The "religious right" does not understand the issues involved here. On the other hand, the secular society, where God has been dismissed from life, has also answered this question by living as if there is no God. Only those who can first raise this question into consciousness and who then refuse to sacrifice their sense of the reality of God when all theistic concepts fail will ever wrestle with these issues.

It would surprise many pew sitters in our churches to know how deeply this debate already rages in the theological academy. In this world of scholarly dialogue God has not been spoken of as an external Supernatural Being who periodically invades the world in decades. Yet the experience of God as a divine presence found in the midst of life is all but universally attested. Jesus as a revelation of this divine presence is the heart of the Christian claim. The normative language of theism by which this experience has traditionally been processed and transmitted is, however, today all but universally rejected by the academy.

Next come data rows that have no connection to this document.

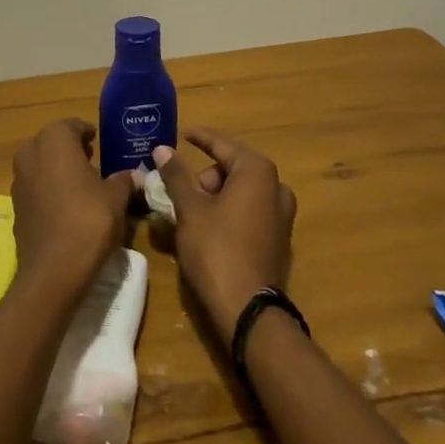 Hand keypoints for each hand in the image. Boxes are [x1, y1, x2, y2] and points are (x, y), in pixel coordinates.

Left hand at [10, 119, 137, 293]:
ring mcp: (18, 180)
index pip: (72, 126)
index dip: (87, 132)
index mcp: (54, 141)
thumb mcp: (116, 198)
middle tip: (92, 160)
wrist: (53, 270)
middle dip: (70, 149)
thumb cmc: (88, 221)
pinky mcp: (15, 206)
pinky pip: (35, 187)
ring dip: (57, 169)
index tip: (99, 141)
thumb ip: (124, 180)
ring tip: (81, 184)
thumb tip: (134, 174)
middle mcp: (31, 154)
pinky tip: (66, 206)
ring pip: (40, 164)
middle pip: (52, 142)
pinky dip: (48, 189)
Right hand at [155, 129, 297, 341]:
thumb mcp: (189, 209)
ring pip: (240, 192)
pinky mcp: (279, 238)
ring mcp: (282, 214)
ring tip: (188, 215)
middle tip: (179, 194)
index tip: (182, 133)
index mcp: (257, 172)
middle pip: (231, 168)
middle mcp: (276, 187)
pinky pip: (248, 211)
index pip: (222, 144)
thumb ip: (176, 175)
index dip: (200, 137)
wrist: (248, 310)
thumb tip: (163, 148)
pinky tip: (207, 229)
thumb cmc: (216, 250)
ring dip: (214, 196)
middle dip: (203, 177)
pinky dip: (227, 212) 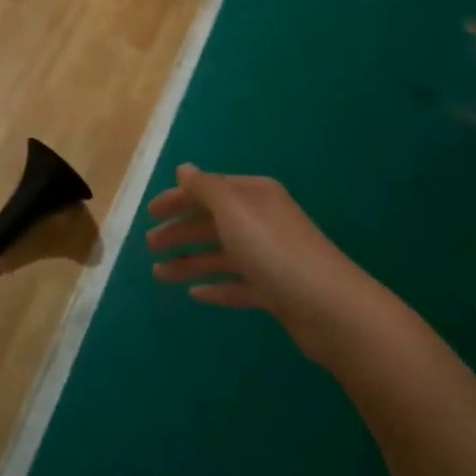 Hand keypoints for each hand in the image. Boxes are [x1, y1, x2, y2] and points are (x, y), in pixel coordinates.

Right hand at [146, 165, 372, 361]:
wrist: (327, 305)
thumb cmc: (272, 248)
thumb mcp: (232, 208)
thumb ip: (205, 187)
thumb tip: (184, 169)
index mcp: (254, 195)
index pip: (208, 189)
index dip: (178, 199)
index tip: (149, 213)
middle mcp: (262, 220)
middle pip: (213, 221)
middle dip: (180, 230)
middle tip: (149, 244)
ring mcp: (269, 257)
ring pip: (221, 255)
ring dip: (189, 261)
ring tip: (159, 274)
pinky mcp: (275, 290)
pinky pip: (237, 284)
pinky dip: (216, 287)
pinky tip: (195, 294)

So perhaps the major theological task of our times is to seek a new language of faith or at the very least a new way to translate those pre-modern theistic categories into the post-modern, non- theistic language of tomorrow. That is not an easy assignment. It is, however, the vocation to which my mind and heart are dedicated as I begin to create the last major theological book of my active career. I cannot begin to say how much the posing of this frontier question about the relationship between the Christian faith and the theistic language of the past encouraged me. At least one lay member of this Diocese is wrestling on the same frontier where my mind is now engaged; I rejoice that I am not alone.